It seems like not too long ago, every domain name included "www." before it. Over time, people came to know that something that ended in ".com" was a digital address for a website that could be visited directly in a web browser.
Thankfully, www. is rarely included in mainstream TLDs like .com today, no matter where they are displayed. Saying and seeing www. was never a thing I enjoyed personally.
What can www. be useful for today, other than for visiting a website? Let’s talk about that, starting at the beginning:
Google does a really great job at displaying indexed domain names when you include "www." in the search. Why does this matter?
If you are interested in investing in a specific domain name, it's important to know what is indexed (listed) for a keyword, as well as the keyword's popularity. If this domain name could be considered an "upgrade" from another similar domain name, that is a good situation to be in if you own the more desirable domain.
One very helpful free tool available is DotDB.com, which I have talked about before. This free service allows you to type in a term and see the volume of "exact matches" and "string contains" for domain names registered in a variety of TLDs. In general, the more popular the term, the higher the exact match and the broad match will be.
There is one disadvantage of the DotDB.com metrics of registered domain names: You are leaving potential domain names out of your search results because of the exact match keyword function of the DotDB tool.
Welcome back, "www."; let’s get back to work!
For testing purposes, we will use a term I recently saw. The reason I picked this specific term as an example is because in a list with thousands of other domains, you may zoom right past it without batting an eye.
FiveNines.com is the example.
DotDB.com would give us our first clue that this domain name has some upgrade potential and may be a good domain name to own. To see this data: Visit DotDb.com and type: fivenines in the search box on the home page and hit Search. This results in 38 exact match and 120 broad matches. These are some good results.
Pro Tip: A good domain name asset to focus on is a domain name that I would call an "upgrade". This type of domain name would be the best because it has several similar domains already registered that relate to it. If FiveNines.com is the best domain, similar registered and potentially used domains would be FiveNinesExtraWordHere.com. The more "extra word here" or ExtraWordFiveNines.com type domains that are registered and used (developed), the better if you own the best domain without the extras.
Okay, on to the "www." Google trick you are here to learn about. Visit Google and type: www.fivenines
Do not include the TLD with your search.
You will be looking at indexed results that directly relate to the term you searched. These will often include the exact match term you entered, but in various TLDs (.co.uk, .info) that are developed websites as well as broad matching terms that are also developed sites. (Best if these companies brand as the exact search term you searched).

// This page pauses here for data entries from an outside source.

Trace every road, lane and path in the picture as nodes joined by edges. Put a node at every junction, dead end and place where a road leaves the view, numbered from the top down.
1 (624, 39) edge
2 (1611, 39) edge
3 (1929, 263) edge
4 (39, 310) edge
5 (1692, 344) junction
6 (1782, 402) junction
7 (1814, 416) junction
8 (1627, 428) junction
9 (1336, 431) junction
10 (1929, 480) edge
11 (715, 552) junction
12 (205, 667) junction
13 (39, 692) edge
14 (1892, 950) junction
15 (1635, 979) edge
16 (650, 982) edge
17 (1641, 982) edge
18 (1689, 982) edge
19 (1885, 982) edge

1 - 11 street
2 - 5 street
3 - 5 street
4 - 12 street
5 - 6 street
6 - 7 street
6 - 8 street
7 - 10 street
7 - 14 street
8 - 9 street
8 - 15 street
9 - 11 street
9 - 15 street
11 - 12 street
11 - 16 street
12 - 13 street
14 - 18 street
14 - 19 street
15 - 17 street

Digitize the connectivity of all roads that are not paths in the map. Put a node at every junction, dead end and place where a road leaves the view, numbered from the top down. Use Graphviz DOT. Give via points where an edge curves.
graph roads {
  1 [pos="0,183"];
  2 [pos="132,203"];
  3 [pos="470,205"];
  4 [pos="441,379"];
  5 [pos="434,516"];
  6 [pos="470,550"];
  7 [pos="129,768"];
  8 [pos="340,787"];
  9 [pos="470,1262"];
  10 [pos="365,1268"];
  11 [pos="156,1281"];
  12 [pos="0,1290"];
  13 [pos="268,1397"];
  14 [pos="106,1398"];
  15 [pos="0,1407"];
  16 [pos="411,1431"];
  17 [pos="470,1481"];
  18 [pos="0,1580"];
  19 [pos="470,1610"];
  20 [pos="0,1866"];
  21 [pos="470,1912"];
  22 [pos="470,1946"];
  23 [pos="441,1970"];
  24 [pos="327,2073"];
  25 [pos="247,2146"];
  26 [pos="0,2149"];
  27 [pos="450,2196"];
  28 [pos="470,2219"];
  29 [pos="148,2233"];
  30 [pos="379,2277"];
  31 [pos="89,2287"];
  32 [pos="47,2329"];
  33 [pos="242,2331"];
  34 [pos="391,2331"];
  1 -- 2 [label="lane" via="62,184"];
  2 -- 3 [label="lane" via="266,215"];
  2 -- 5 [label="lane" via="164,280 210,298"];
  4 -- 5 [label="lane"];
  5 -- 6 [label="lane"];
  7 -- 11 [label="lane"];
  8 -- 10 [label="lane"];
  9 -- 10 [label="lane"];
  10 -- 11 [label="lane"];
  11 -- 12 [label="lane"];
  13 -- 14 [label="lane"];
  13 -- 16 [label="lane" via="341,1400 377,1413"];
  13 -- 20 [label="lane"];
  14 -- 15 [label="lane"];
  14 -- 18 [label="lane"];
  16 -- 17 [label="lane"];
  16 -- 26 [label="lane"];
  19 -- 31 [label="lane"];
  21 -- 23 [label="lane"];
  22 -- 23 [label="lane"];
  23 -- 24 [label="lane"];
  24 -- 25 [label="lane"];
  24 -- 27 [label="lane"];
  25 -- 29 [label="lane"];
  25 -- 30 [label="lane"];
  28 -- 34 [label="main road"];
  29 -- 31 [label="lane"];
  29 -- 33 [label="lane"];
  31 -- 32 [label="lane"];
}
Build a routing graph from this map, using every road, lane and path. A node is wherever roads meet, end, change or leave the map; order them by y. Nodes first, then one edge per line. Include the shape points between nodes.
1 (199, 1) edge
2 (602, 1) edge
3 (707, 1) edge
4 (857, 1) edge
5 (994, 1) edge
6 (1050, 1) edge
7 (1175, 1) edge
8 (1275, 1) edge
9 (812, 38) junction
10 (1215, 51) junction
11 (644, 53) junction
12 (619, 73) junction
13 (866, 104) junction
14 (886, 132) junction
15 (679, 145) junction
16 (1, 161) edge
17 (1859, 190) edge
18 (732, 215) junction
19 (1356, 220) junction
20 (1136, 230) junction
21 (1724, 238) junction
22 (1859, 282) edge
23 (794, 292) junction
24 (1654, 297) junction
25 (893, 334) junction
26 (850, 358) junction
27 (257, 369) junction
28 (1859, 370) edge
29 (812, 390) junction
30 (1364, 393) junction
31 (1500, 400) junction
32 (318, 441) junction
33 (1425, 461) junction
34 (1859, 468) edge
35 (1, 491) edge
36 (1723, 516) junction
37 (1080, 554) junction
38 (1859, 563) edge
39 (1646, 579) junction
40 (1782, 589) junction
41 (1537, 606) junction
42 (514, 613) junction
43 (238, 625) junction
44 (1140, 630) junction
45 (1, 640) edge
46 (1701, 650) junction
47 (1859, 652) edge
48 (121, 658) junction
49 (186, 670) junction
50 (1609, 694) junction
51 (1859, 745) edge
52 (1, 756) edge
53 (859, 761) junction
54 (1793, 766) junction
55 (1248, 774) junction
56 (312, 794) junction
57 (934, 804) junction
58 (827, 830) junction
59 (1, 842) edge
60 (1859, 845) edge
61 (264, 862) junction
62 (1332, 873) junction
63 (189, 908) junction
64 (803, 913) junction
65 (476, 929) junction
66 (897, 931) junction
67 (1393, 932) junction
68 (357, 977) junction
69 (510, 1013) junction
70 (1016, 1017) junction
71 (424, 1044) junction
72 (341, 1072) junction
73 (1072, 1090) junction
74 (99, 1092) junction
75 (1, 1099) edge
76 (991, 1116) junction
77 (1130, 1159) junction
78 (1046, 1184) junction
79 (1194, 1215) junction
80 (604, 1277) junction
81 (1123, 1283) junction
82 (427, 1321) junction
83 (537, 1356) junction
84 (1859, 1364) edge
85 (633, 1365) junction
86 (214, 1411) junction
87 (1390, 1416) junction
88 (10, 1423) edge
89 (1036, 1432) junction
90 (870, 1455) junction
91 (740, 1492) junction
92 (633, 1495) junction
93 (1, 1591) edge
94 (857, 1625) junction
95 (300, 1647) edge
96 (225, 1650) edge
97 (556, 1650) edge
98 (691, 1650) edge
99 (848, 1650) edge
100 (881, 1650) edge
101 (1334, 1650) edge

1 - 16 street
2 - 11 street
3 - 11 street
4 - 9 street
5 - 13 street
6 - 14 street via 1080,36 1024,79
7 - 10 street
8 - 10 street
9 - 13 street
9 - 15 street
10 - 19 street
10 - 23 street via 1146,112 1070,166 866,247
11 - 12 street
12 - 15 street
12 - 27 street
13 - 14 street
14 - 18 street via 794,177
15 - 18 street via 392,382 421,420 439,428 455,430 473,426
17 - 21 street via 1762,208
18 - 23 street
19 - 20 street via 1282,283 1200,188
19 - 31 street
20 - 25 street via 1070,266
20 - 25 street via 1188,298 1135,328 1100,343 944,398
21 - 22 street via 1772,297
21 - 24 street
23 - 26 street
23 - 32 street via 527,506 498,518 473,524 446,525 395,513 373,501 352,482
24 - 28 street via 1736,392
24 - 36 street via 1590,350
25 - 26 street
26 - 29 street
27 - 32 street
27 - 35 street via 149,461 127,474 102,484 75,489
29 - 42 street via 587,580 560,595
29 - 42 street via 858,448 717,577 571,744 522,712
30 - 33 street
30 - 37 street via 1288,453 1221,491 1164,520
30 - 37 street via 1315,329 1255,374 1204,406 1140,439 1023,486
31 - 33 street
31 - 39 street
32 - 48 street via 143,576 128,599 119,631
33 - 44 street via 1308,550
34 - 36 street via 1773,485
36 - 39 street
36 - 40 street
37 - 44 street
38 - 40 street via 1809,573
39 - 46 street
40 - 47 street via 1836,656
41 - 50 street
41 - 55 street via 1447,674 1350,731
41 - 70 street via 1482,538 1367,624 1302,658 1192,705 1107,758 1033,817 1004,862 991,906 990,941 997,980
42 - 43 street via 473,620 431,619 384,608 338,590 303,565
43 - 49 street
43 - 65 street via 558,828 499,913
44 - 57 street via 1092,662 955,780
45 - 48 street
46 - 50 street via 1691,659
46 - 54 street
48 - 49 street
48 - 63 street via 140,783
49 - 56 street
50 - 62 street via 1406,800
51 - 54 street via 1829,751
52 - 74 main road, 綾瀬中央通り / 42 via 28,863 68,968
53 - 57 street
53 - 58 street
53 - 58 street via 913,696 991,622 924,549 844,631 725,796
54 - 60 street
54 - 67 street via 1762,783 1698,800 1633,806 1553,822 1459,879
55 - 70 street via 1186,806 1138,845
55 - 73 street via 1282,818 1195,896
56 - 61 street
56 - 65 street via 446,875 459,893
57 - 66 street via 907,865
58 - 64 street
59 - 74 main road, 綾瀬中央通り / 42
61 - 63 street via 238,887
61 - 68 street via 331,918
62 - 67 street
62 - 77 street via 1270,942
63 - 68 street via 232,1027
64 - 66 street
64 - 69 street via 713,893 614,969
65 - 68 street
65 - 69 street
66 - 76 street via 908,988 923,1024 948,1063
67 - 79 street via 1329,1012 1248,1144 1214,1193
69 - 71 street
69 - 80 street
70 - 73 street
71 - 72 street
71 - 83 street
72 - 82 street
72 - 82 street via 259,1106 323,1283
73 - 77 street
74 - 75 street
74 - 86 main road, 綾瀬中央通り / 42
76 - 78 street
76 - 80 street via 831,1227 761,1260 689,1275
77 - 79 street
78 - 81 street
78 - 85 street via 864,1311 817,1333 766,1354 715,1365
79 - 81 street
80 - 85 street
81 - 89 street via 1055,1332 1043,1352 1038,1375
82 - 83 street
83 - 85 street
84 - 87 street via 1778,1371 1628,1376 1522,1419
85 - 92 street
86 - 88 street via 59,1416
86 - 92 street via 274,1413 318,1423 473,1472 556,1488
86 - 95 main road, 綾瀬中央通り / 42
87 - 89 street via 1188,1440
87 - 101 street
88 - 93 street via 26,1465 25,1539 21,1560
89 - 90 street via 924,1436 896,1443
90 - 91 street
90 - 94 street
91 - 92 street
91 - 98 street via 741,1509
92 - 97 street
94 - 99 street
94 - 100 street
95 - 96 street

In general, Google will do an outstanding job at displaying very relevant indexed results to your search and matching domains to it. Keep in mind that many of these are active websites and businesses behind them.
Not only will Google display exact relating domain names, you will also see business filings, trademark listings, Yelp listings, social media-related topics, and many more things directly relating to the term you searched.
Fascinating! Give it a try yourself.
To blow your mind some more with the Google "www." trick, Google even helps highlight domains like FiveNC.com, which is a company called Five Nines Consulting. This domain and relevant business likely would be interested in FiveNines.com.
Although DotDB data is pretty epic, they miss the mark on relevant companies that use off-brand domains like FiveNC.com, which would be excluded in a fivenines DotDB search. Similar domains like 59Systems.com (FiveNines Systems LLC) were spotted and highlighted by the Google www. trick and many, many relevant domains and businesses.
Although the "www." Google trick isn’t something that you can automate (that I'm aware of), using DotDB data to highlight terms to narrow down a list can make manually viewing the Google "www." trick data a bit easier.
Personally, I normally look at about 5 pages worth of data on Google when doing the search technique, which should give you the insights and data you need to make your decision.
Happy hunting and I hope this search trick helps you in some way.
Extra Tip: Using the Google "www." trick is a great way to help find end-user buyers of relevant domain names.